Abstract: Waiting time distributions allow us to distinguish at least three different types of dynamical systems, such as (i) linear random processes (with no memory); (ii) nonlinear, avalanche-type, nonstationary Poisson processes (with memory during the exponential growth of the avalanche rise time); and (iii) chaotic systems in the state of a nonlinear limit cycle (with memory during the oscillatory phase). We describe the temporal evolution of the flare rate $\lambda(t) \propto t^p$ with a polynomial function, which allows us to distinguish linear ($p \approx 1$) from nonlinear ($p \gapprox 2$) events.
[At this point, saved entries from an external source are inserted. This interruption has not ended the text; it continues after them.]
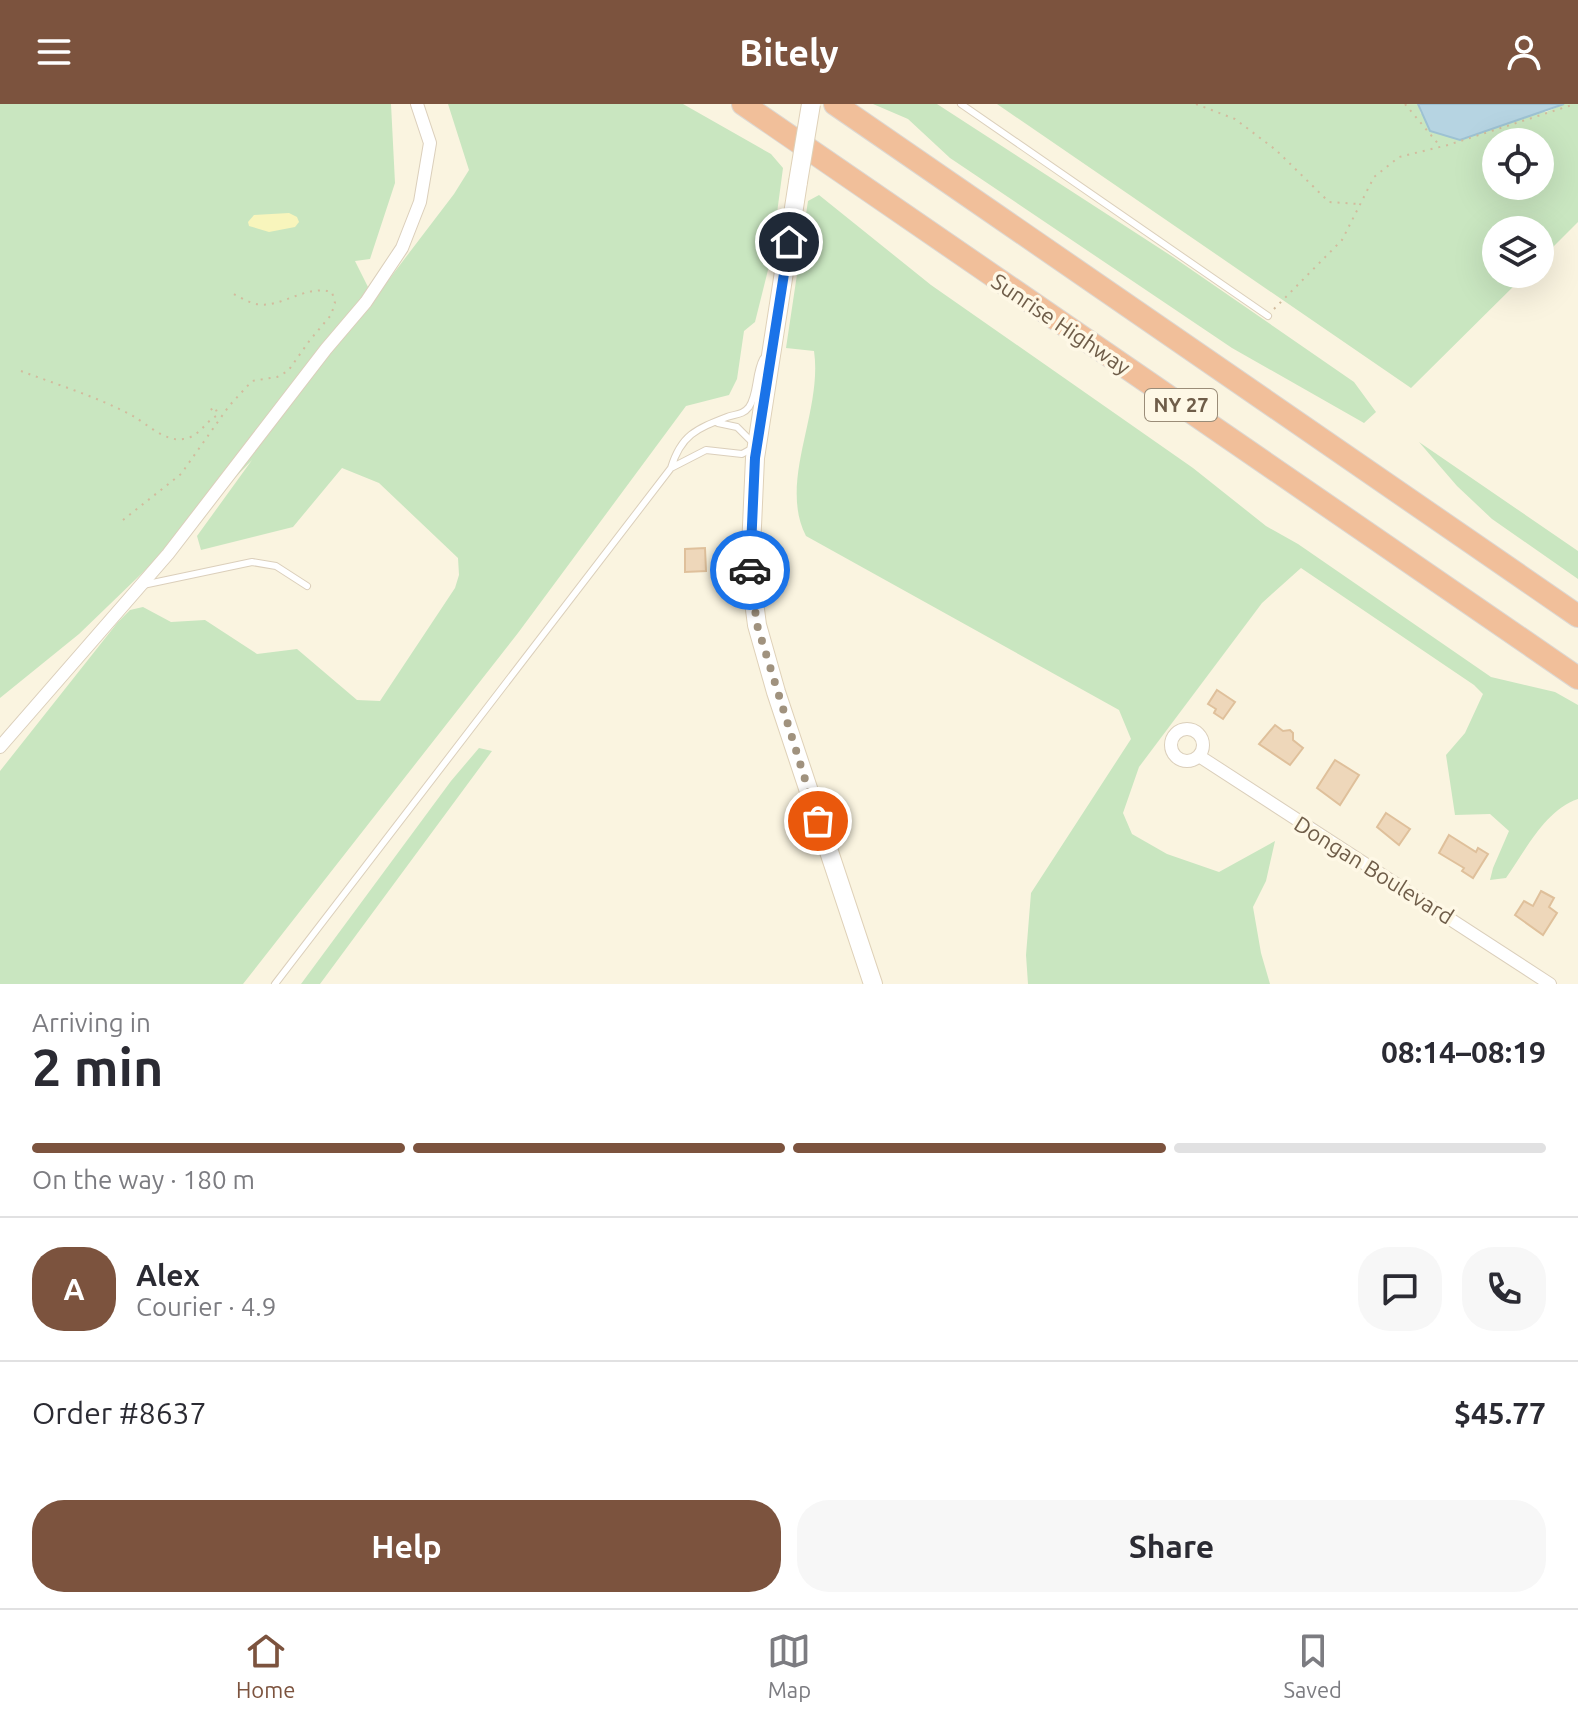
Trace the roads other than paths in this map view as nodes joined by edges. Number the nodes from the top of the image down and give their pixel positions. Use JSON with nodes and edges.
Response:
{"nodes":[{"id":1,"x":417,"y":104,"type":"edge"},
{"id":2,"x":743,"y":104,"type":"edge"},
{"id":3,"x":811,"y":104,"type":"edge"},
{"id":4,"x":835,"y":104,"type":"edge"},
{"id":5,"x":961,"y":104,"type":"edge"},
{"id":6,"x":1268,"y":316,"type":"road end"},
{"id":7,"x":774,"y":338,"type":"junction"},
{"id":8,"x":718,"y":423,"type":"junction"},
{"id":9,"x":756,"y":447,"type":"junction"},
{"id":10,"x":671,"y":468,"type":"junction"},
{"id":11,"x":138,"y":586,"type":"junction"},
{"id":12,"x":307,"y":586,"type":"dead end"},
{"id":13,"x":1578,"y":616,"type":"edge"},
{"id":14,"x":1578,"y":678,"type":"edge"},
{"id":15,"x":0,"y":747,"type":"edge"},
{"id":16,"x":1199,"y":756,"type":"dead end"},
{"id":17,"x":275,"y":984,"type":"edge"},
{"id":18,"x":873,"y":984,"type":"edge"},
{"id":19,"x":1550,"y":984,"type":"edge"}],
"edges":[{"from":1,"to":11,"type":"street"},
{"from":2,"to":14,"type":"highway","name":"Sunrise Highway","number":"NY 27"},
{"from":3,"to":7,"type":"main road","bridge":true},
{"from":4,"to":13,"type":"highway","number":"NY 27"},
{"from":5,"to":6,"type":"lane"},
{"from":7,"to":8,"type":"lane"},
{"from":7,"to":9,"type":"main road"},
{"from":8,"to":9,"type":"lane"},
{"from":8,"to":10,"type":"lane"},
{"from":9,"to":10,"type":"lane"},
{"from":9,"to":18,"type":"main road"},
{"from":10,"to":17,"type":"lane"},
{"from":11,"to":12,"type":"lane"},
{"from":11,"to":15,"type":"street"},
{"from":16,"to":19,"type":"street","name":"Dongan Boulevard"}]}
The power law slopes $\alpha$ of observed waiting times (with full solar cycle coverage) cover a range of $\alpha=2.1-2.4$, which agrees well with our prediction of $\alpha = 2.0+1/p = 2.3-2.5$. The memory time can also be defined with the time evolution of the logistic equation, for which we find a relationship between the nonlinear growth time $\tau_G = \tau_{rise}/(4p)$ and the nonlinearity index $p$. We find a nonlinear evolution for most events, in particular for the clustering of solar flares ($p=2.2\pm0.1$), partially occulted flare events ($p=1.8\pm0.2$), and the solar dynamo ($p=2.8\pm0.5$). The Sun exhibits memory on time scales of $\lapprox$2 hours to 3 days (for solar flare clustering), 6 to 23 days (for partially occulted flare events), and 1.5 month to 1 year (for the rise time of the solar dynamo).